Fund performance will be closely tied to a single sector of the economy, which may underperform other sectors over any given period of time. Utilities can be hurt by higher interest costs in connection with capital construction programs, costs associated with environmental and other regulations and the effects of economic declines, surplus capacity and increased competition. Accordingly, the concentration may make the Fund’s value more volatile and investment values may rise and fall more rapidly.

Sector risk — financial industry

Fund performance will be closely tied to a single sector of the economy, which may underperform other sectors over any given period of time. Financial companies can be hurt by economic declines and other factors. For instance, when economic conditions deteriorate, financial stocks may decline.

Leverage utilization risk

The Fund utilizes leverage to increase assets available for investment. See Note 8 for risks associated with the utilization of leverage.

Note 5
Guarantees and indemnifications

Under the Fund’s organizational documents, its Officers and Trustees are indemnified against certain liability arising out of the performance of their duties to the Fund. Additionally, in the normal course of business, the Fund enters into contracts with service providers that contain general indemnification clauses. The Fund’s maximum exposure under these arrangements is unknown, as this would involve future claims that may be made against the Fund that have not yet occurred.

Note 6
Management fee and transactions with
affiliates and others

The Fund has an investment management contract with John Hancock Advisers, LLC (the Adviser), a wholly owned subsidiary of John Hancock Financial Services, Inc., a subsidiary of Manulife Financial Corporation (MFC). Under the investment management contract, the Fund pays a daily management fee to the Adviser at an annual rate of 0.75% of the Fund’s average daily net asset value and the value attributed to the Auction Preferred Shares or committed facility agreement (see Note 8) (collectively, managed assets). The Fund and the Adviser have a subadvisory agreement with MFC Global Investment Management (U.S.), LLC, a subsidiary of John Hancock Financial Services, Inc. The

  Annual report | Tax-Advantaged Dividend Income Fund  23 


Fund is not responsible for payment of subadvisory fees.

The Adviser has contractually agreed to limit the Fund’s management fee to the following: 0.55% of the Fund’s average daily managed assets until the fifth anniversary of the commencement of the Fund’s operations, 0.60% of such assets in the sixth year, 0.65% of such assets in the seventh year and 0.70% of average daily managed assets in the eighth year. The effective rate for the year ended December 31, 2008 is 0.55% of the Fund’s average daily net asset value. Accordingly, the expense reductions related to the reduction in the management fee amounted to $1,949,663 for the year ended December 31, 2008. After the eighth year, the Adviser will no longer waive a portion of the management fee.

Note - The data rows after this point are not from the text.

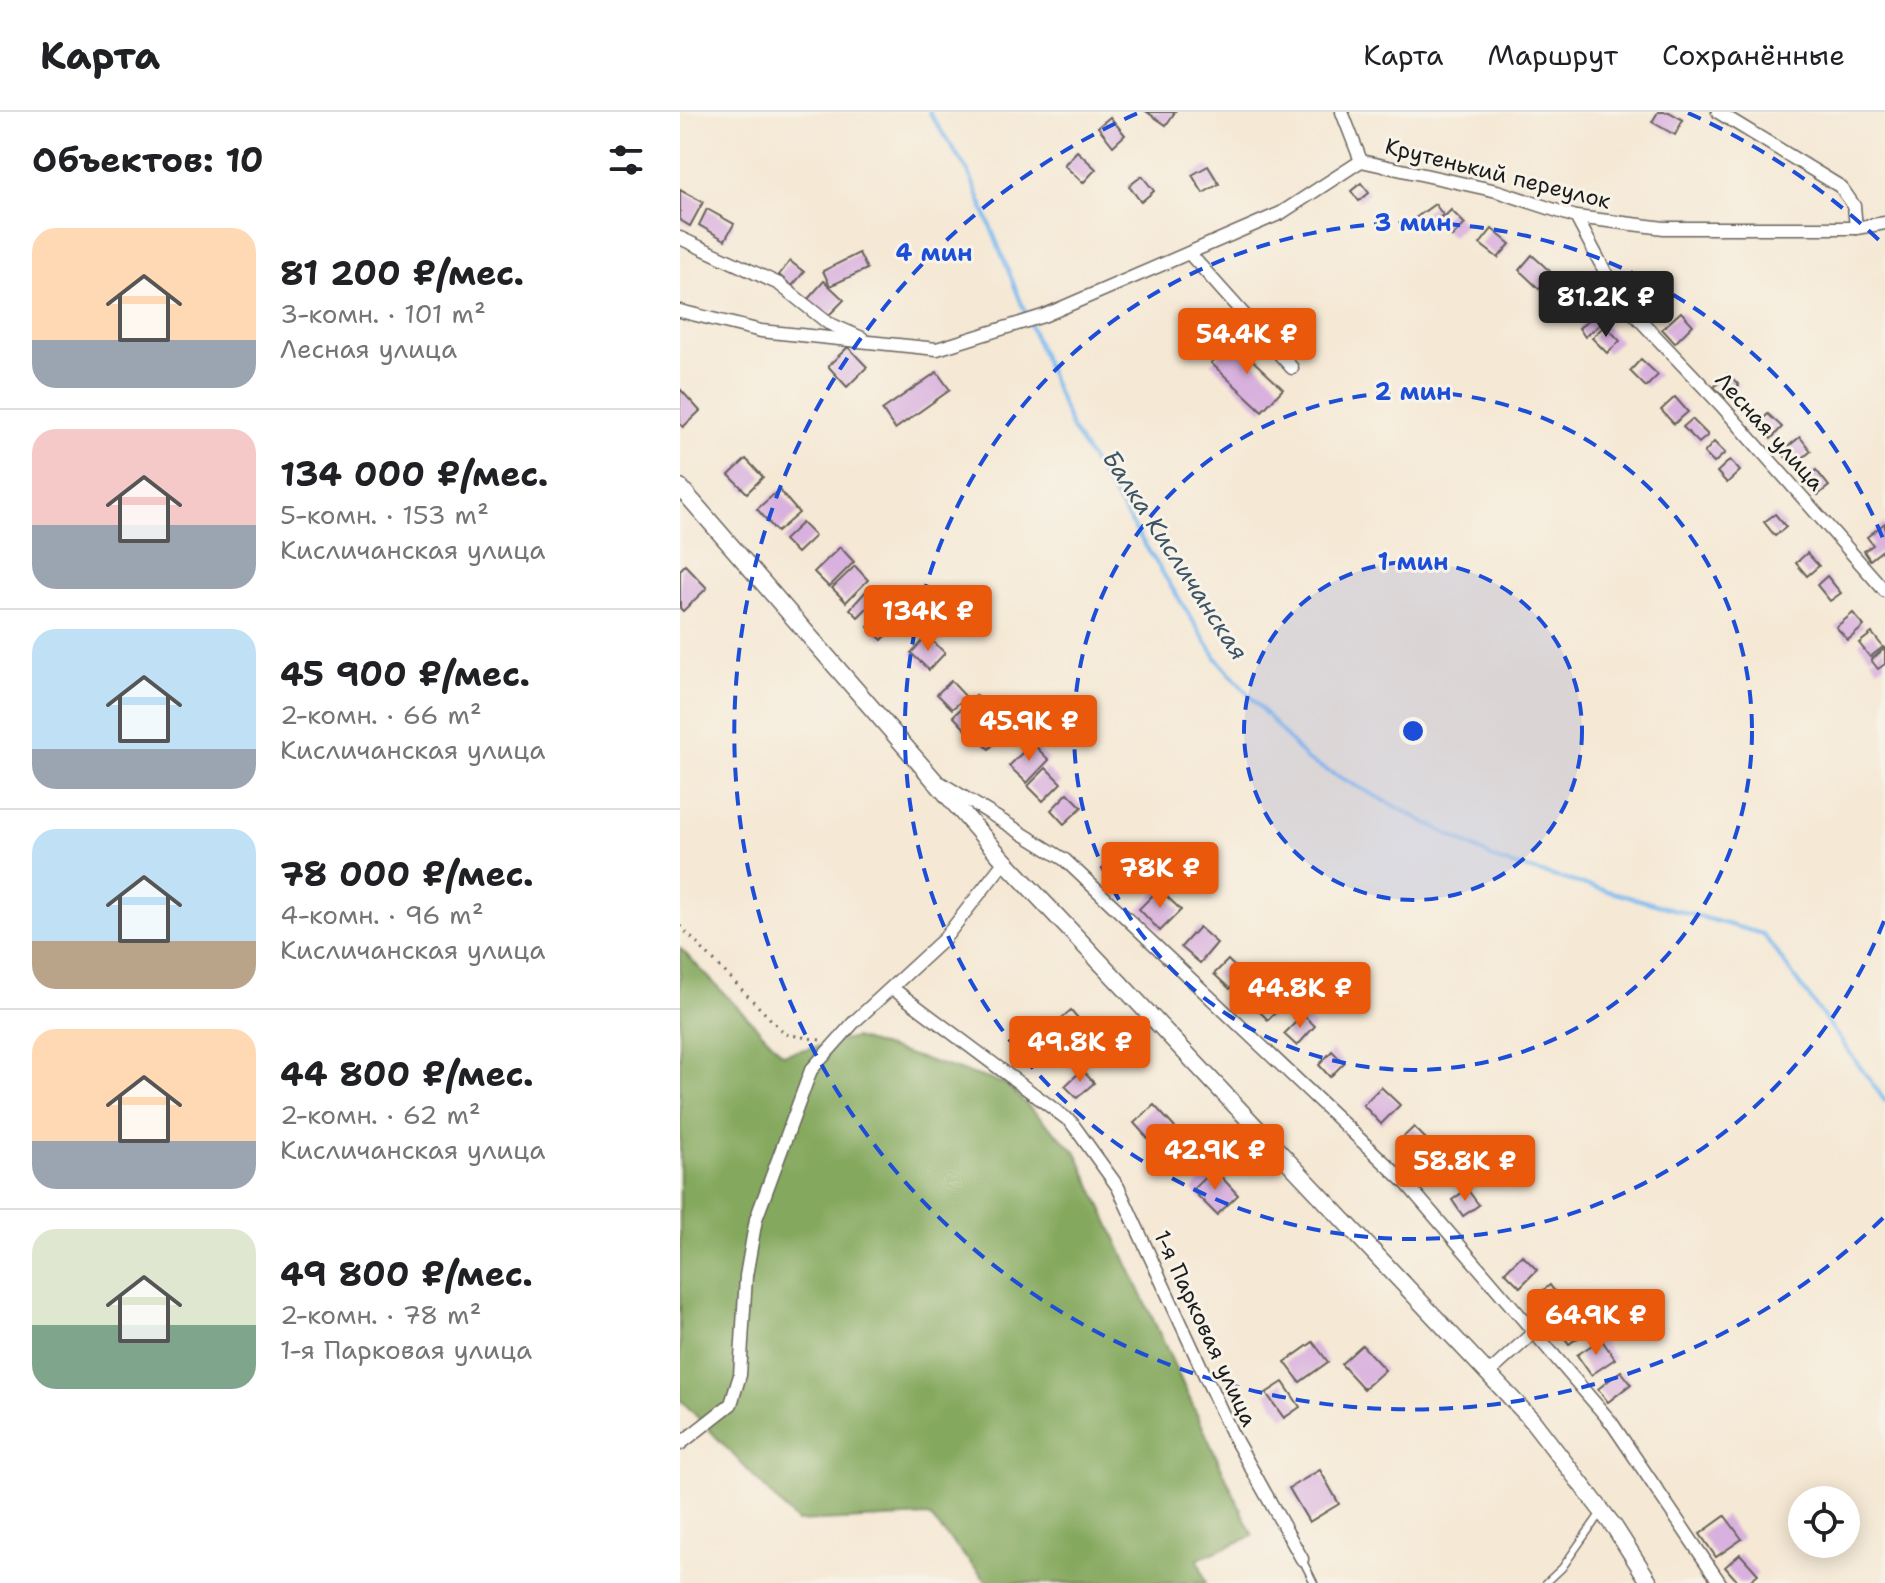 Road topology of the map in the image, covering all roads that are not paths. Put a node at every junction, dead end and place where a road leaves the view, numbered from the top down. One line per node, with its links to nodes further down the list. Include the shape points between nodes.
1 (1342, 112): 3 (street)
2 (1718, 112): 6 (street, via 1841,187 1854,206)
3 (1361, 161): 4 (street, Крутенький переулок, via 1497,191); 8 (street, Крутенький переулок, via 1281,213)
4 (1576, 217): 6 (street, Крутенький переулок, via 1664,228); 13 (street, Лесная улица, via 1619,298)
5 (1885, 223): 6 (street, Крутенький переулок)
6 (1856, 228)
7 (680, 238): 10 (street, via 779,284 828,323)
8 (1189, 253): 10 (street, Крутенький переулок, via 1043,316 937,349); 11 (street)
9 (680, 311): 10 (street, via 761,331)
10 (876, 344)
11 (1292, 368)
12 (680, 487): 14 (street)
13 (1885, 591)
14 (935, 779): 15 (street); 17 (street, via 1065,860 1407,1184)
15 (1005, 861): 16 (street, via 944,939); 18 (street)
16 (892, 988): 19 (street, via 811,1070 756,1219 746,1276 740,1375 731,1404); 21 (street, 1-я Парковая улица, via 1071,1122 1118,1187 1231,1432)
17 (1534, 1332): 18 (street); 25 (street, via 1611,1422)
18 (1488, 1374): 20 (street, via 1531,1419)
19 (680, 1444)
20 (1602, 1511): 23 (lane); 24 (street)
21 (1302, 1559): 22 (lane, 1-я Парковая улица)
22 (1314, 1583)
23 (1546, 1583)
24 (1650, 1583)
25 (1720, 1583) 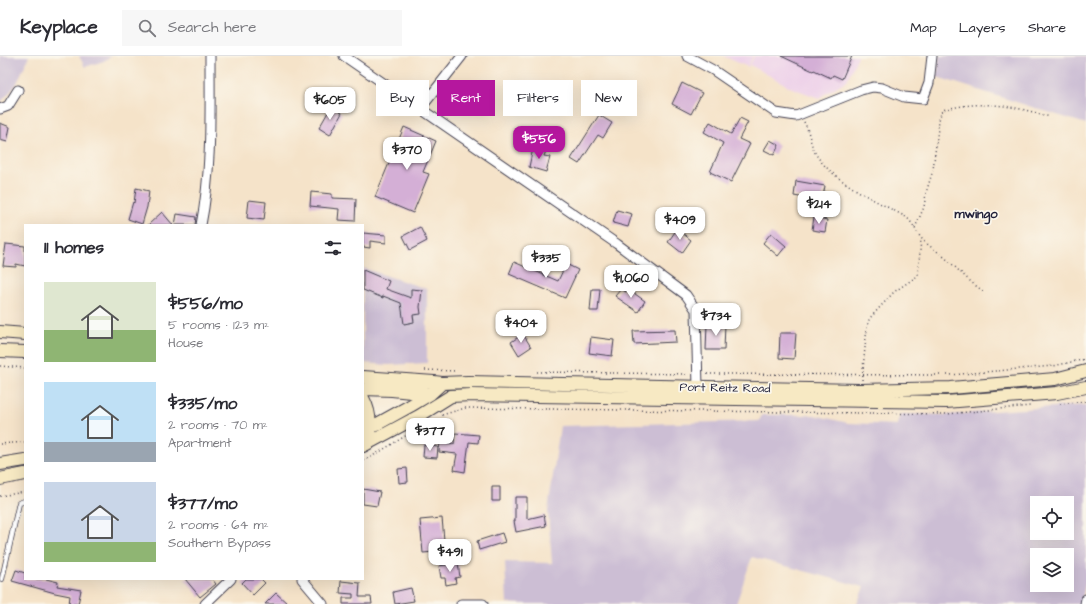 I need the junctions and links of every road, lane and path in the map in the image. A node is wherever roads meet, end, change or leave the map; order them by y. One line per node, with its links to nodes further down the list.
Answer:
1 (210, 56): 13 (street)
2 (344, 56): 6 (street)
3 (462, 56): 8 (street)
4 (687, 56): 11 (street)
5 (932, 56): 11 (street)
6 (380, 80)
7 (18, 90): 9 (street)
8 (429, 98)
9 (0, 109)
10 (429, 114): 28 (street)
11 (796, 116): 14 (path)
12 (1050, 117): 14 (path)
13 (201, 224)
14 (916, 228): 15 (path)
15 (921, 238): 16 (path); 29 (path)
16 (983, 291)
17 (0, 332): 18 (main road)
18 (24, 334)
19 (0, 351): 20 (main road)
20 (24, 352)
21 (1086, 359): 29 (path)
22 (0, 366): 23 (path)
23 (24, 368)
24 (424, 370): 25 (path)
25 (457, 371)
26 (1086, 371): 35 (main road, Port Reitz Road)
27 (534, 372): 28 (path)
28 (697, 374): 29 (path); 32 (street)
29 (863, 375): 35 (path)
30 (364, 377): 31 (main road, Port Reitz Road)
31 (442, 383): 32 (main road, Port Reitz Road); 36 (main road)
32 (698, 387): 35 (main road, Port Reitz Road)
33 (1086, 387): 37 (main road)
34 (364, 389): 36 (main road)
35 (860, 390)
36 (430, 394): 37 (street); 43 (main road)
37 (451, 396): 47 (main road)
38 (364, 401): 43 (main road)
39 (1086, 402): 40 (path)
40 (1055, 404)
41 (1032, 406): 42 (path)
42 (439, 416)
43 (366, 431): 47 (main road)
44 (408, 434): 49 (path)
45 (24, 442): 46 (path)
46 (0, 444)
47 (365, 445)
48 (24, 460): 50 (main road)
49 (364, 460)
50 (0, 464)
51 (24, 474): 52 (main road)
52 (0, 479)
53 (24, 492): 54 (path)
54 (0, 496)
55 (24, 501): 56 (lane)
56 (2, 579)
57 (230, 580): 60 (street)
58 (303, 580): 61 (street)
59 (1086, 599): 64 (street)
60 (205, 604)
61 (323, 604)
62 (460, 604): 63 (street)
63 (483, 604)
64 (1085, 604)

The Fund has an agreement with the Adviser and affiliates to perform necessary tax, accounting, compliance, legal and other administrative services of the Fund. The compensation for the period amounted to $120,487 with an effective rate of 0.02% of the Fund’s daily net asset value.

Mr. James R. Boyle is Chairman of the Adviser, as well as affiliated Trustee of the Fund, and is compensated by the Adviser and/or its affiliates. The compensation of unaffiliated Trustees is borne by the Fund. The unaffiliated Trustees may elect to defer, for tax purposes, their receipt of this compensation under the John Hancock Group of Funds Deferred Compensation Plan. The Fund makes investments into other John Hancock funds, as applicable, to cover its liability for the deferred compensation. Investments to cover the Fund’s deferred compensation liability are recorded on the Fund’s books as an other asset. The deferred compensation liability and the related other asset are always equal and are marked to market on a periodic basis to reflect any income earned by the investments, as well as any unrealized gains or losses. The Deferred Compensation Plan investments had no impact on the operations of the Fund.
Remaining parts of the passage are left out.